Problem to work on ->
Search the material for "name" and show all lines that contain it.

Given data ->
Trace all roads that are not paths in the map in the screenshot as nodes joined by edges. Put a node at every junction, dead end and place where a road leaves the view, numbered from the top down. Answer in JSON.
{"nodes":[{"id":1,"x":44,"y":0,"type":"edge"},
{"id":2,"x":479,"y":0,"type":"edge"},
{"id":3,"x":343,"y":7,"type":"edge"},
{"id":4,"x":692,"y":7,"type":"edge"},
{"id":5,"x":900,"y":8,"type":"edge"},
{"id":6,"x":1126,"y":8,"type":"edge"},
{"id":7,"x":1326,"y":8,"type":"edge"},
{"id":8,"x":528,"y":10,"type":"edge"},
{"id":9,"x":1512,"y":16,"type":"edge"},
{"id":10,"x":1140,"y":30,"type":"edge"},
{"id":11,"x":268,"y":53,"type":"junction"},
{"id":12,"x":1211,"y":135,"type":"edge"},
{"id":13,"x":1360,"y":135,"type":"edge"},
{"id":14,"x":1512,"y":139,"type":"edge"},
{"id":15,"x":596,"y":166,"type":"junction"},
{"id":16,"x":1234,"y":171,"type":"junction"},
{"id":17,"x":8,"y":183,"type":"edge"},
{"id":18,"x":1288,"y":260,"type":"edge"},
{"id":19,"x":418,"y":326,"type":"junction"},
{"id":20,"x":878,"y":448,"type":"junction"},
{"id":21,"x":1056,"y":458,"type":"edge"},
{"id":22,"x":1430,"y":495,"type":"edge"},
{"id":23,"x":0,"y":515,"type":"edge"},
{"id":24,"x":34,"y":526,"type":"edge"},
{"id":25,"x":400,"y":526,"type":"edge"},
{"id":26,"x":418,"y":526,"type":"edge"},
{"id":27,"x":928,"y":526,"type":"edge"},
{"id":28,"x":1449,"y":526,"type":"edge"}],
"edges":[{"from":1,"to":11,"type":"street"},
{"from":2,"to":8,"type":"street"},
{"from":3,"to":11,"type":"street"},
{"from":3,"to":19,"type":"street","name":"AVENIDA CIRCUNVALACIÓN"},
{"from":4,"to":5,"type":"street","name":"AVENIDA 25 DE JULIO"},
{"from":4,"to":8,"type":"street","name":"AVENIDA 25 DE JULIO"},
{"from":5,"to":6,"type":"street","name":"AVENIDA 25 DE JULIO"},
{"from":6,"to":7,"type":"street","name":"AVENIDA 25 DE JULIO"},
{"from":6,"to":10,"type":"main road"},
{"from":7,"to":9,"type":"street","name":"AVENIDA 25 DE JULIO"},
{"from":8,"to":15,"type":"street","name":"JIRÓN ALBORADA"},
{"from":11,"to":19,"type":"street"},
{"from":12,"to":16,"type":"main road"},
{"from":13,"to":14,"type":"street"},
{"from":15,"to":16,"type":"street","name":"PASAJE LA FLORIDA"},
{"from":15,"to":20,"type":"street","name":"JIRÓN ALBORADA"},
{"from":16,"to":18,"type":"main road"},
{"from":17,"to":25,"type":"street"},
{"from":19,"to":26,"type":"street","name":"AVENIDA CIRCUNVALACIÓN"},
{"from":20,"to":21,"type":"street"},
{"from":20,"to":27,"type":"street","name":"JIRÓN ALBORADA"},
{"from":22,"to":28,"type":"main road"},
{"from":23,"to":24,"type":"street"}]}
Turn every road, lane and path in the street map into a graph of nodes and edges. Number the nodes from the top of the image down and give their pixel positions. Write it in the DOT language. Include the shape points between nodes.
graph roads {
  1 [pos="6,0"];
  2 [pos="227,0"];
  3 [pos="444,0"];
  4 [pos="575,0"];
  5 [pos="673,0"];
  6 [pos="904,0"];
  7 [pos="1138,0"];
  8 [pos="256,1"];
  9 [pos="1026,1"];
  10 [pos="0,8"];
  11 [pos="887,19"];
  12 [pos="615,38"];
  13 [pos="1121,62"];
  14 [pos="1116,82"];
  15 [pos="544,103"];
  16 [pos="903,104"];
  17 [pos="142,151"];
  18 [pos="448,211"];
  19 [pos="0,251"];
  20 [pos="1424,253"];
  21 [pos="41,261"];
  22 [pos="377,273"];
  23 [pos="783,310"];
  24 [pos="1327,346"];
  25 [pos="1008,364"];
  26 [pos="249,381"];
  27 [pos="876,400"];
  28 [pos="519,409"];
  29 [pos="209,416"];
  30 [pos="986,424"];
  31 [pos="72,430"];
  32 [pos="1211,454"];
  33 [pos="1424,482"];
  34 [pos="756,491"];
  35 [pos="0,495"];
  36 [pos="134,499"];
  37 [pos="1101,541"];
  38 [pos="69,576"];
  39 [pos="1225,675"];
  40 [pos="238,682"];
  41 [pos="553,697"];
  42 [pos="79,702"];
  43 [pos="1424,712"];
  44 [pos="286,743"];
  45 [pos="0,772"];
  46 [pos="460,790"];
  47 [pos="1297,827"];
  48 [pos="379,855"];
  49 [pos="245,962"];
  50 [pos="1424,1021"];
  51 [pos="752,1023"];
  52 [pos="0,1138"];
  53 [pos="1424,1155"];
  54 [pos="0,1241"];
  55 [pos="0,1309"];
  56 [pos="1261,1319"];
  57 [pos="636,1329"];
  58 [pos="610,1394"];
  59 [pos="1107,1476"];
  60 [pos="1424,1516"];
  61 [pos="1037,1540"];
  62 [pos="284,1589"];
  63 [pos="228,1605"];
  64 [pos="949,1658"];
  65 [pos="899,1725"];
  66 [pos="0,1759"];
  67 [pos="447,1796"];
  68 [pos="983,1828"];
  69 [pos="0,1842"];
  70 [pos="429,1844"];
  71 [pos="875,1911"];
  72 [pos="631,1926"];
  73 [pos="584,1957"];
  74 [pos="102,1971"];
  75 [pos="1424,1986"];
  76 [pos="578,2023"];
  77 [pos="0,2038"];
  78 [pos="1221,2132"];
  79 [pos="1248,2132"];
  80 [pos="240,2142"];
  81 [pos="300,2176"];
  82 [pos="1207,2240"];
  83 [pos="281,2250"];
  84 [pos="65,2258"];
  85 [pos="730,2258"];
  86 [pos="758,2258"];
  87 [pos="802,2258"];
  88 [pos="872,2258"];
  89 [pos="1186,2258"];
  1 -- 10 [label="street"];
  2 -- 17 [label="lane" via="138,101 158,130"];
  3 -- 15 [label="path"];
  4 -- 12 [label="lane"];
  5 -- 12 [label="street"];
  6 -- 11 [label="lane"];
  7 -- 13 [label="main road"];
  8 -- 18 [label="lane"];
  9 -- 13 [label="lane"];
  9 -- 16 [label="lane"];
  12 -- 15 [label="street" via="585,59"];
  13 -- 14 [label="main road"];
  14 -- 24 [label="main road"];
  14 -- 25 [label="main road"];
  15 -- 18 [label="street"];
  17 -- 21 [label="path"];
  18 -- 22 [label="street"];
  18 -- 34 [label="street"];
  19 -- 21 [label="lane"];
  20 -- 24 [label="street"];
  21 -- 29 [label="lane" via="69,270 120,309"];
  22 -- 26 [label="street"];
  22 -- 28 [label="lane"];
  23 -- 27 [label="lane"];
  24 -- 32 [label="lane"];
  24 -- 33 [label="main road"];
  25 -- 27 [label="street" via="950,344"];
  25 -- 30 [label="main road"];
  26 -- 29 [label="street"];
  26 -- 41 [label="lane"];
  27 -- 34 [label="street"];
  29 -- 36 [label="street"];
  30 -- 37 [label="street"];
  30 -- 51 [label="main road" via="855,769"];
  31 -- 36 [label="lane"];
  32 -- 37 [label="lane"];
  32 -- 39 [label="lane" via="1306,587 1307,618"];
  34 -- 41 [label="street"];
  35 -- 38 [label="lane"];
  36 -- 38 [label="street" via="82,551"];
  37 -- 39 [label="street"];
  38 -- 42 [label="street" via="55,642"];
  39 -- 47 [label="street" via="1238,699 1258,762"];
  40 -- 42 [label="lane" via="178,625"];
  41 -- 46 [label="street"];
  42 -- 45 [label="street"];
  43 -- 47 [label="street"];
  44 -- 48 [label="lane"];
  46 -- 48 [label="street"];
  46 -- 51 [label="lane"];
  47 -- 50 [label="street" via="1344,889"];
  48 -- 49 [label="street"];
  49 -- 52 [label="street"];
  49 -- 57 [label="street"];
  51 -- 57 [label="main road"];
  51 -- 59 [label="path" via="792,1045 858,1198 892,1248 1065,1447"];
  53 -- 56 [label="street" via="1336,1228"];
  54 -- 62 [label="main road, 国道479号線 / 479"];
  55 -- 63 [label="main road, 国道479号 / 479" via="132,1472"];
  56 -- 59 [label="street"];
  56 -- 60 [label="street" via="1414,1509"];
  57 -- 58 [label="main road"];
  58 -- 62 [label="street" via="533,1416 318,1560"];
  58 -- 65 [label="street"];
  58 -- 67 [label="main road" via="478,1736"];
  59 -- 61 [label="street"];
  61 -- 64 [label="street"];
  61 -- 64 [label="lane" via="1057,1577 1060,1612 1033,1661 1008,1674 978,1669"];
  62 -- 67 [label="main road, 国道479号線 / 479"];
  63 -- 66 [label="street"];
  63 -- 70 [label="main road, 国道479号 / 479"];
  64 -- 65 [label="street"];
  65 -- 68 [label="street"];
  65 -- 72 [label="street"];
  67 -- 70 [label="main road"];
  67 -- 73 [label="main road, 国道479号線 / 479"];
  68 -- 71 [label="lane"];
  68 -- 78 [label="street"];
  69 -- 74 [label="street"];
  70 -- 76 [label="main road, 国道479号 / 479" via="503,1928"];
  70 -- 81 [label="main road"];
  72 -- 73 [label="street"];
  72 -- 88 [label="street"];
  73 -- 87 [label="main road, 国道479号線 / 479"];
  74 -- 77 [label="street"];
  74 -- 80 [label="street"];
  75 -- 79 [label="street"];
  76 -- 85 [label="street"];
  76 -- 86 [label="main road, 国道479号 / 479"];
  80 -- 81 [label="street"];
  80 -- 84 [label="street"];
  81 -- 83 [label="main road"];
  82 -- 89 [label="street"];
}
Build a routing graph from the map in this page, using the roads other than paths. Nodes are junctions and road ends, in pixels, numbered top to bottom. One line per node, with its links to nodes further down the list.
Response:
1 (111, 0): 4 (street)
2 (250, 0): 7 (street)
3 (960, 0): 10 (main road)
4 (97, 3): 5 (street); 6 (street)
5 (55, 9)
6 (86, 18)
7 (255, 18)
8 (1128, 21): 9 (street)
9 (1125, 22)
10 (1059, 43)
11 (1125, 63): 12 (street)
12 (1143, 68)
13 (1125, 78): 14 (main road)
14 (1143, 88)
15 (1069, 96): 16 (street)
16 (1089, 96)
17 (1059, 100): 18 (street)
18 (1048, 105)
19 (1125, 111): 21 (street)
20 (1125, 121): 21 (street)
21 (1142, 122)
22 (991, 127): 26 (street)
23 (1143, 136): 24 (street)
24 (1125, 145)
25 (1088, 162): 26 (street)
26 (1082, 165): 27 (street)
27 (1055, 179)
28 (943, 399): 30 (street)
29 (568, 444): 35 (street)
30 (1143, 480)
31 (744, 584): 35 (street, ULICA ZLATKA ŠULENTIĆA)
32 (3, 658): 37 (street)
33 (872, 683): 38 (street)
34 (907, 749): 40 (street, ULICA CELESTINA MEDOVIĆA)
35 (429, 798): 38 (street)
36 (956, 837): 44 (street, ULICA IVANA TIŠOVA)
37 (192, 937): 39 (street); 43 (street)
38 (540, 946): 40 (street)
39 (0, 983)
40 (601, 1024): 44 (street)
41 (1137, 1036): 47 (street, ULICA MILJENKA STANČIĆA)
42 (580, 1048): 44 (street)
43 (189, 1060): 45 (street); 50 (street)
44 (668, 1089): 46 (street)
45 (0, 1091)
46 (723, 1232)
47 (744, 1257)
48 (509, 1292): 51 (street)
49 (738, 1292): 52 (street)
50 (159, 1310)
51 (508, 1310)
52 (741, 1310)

Result of the exercise ->
{"from":3,"to":19,"type":"street","name":"AVENIDA CIRCUNVALACIÓN"},
{"from":4,"to":5,"type":"street","name":"AVENIDA 25 DE JULIO"},
{"from":4,"to":8,"type":"street","name":"AVENIDA 25 DE JULIO"},
{"from":5,"to":6,"type":"street","name":"AVENIDA 25 DE JULIO"},
{"from":6,"to":7,"type":"street","name":"AVENIDA 25 DE JULIO"},
{"from":7,"to":9,"type":"street","name":"AVENIDA 25 DE JULIO"},
{"from":8,"to":15,"type":"street","name":"JIRÓN ALBORADA"},
{"from":15,"to":16,"type":"street","name":"PASAJE LA FLORIDA"},
{"from":15,"to":20,"type":"street","name":"JIRÓN ALBORADA"},
{"from":19,"to":26,"type":"street","name":"AVENIDA CIRCUNVALACIÓN"},
{"from":20,"to":27,"type":"street","name":"JIRÓN ALBORADA"},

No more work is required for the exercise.